Worship of the Hindu goddess Shakti is characterized as Shaktism. One of the main schools of modern Hinduism, alongside Vaishnavism and Shaivism, is Shaktism, which itself is especially well-liked in Bengal and Assam. In folklore, Shakti has been either considered to be the ultimate goddess or as the companion of the Supreme male divinity, Shiva. Shakti is venerated by several Hindus as the holy mother who admonishes complete obedience. Yogis regard Shakti as the energy that, in the guise of the coiled serpent-like kundalini, remains dormant inside the body and needs to be aroused in order to attain cosmic enlightenment.

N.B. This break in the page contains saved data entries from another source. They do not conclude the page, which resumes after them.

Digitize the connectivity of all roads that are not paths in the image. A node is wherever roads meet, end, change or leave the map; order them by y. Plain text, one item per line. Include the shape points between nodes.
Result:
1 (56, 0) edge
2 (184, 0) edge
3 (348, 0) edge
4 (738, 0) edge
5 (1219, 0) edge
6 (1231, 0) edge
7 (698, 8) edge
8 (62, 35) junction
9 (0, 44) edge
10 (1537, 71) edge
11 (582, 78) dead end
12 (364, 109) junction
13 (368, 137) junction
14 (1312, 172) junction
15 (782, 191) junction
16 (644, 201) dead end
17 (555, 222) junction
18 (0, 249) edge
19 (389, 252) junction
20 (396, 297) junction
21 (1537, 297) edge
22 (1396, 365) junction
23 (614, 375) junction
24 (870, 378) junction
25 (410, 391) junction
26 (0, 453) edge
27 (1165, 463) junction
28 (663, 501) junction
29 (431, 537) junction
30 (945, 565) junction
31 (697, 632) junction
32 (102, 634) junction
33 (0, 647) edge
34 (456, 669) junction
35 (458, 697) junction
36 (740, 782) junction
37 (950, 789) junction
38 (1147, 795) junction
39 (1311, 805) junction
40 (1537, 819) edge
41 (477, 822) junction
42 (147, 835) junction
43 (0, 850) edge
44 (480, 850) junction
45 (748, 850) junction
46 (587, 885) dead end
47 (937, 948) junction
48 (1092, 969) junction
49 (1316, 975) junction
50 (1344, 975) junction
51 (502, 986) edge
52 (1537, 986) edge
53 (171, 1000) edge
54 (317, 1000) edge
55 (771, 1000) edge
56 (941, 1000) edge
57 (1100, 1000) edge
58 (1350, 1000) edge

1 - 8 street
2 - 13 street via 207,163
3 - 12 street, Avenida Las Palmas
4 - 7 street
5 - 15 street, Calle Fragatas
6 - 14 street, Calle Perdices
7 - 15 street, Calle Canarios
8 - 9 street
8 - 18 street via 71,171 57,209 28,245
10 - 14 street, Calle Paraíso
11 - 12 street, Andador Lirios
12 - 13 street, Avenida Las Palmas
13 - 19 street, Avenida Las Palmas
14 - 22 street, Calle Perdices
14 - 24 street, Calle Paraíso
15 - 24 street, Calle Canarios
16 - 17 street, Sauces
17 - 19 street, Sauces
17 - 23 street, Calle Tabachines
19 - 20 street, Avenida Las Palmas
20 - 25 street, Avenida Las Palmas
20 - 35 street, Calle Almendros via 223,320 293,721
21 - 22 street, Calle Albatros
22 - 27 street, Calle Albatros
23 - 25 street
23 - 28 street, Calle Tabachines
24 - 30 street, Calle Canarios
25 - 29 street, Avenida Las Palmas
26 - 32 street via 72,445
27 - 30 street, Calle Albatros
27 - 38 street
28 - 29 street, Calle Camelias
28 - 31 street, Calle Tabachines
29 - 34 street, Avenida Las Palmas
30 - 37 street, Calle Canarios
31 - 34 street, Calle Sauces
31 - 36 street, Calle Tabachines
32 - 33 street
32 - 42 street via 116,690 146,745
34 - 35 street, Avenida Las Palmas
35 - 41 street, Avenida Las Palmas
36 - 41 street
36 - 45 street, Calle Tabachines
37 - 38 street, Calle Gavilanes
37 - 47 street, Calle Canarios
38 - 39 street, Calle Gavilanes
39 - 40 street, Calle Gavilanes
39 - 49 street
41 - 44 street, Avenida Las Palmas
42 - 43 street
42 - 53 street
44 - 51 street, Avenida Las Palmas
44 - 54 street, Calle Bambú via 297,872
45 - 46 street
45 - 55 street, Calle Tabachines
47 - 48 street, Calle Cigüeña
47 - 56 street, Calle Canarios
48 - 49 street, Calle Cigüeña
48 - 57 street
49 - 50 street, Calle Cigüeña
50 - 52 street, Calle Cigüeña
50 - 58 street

The goddess Shakti is honored under a plethora of names; Hindus consider all female goddesses to also be her diverse manifestations and might even simply call her Devi (Goddess). She is alternatively referred to as Uma, Parvati, and Ambika in her compassionate form. Shitala, the deity of smallpox, the devil-destroying Durga, as well as the black Kali are all manifestations of her deadly, violent side. The goddess is also worshiped as the amiable Lakshmi, who is Lord Vishnu's wife. Some of her other forms are-
Devi Varahi: Hindu deity Devi Varahi symbolizes the feminine side of humankind's all-pervasive strength, which is inherent in all living entities. She pertains towards the Matrikas, a pantheon of seven Mother Deities who materialize as "Shakti," or strength. Varaha, Lord Vishnu's boar Avatar, has a female equivalent termed Sri Varahi Devi. The Devil is adored by the entirety of Hindu sects, especially Vaishnavas, Shaivas, and Shaktas. She is the queen consort of the Northern direction. Varahi Devi is adored regularly at night employing covert Vamamarga Tantric ceremonies. She is identified as Barahi in Nepal, and Vajravarh and Marici, two Buddhist goddesses, are also generally thought to be manifestations of the Goddess.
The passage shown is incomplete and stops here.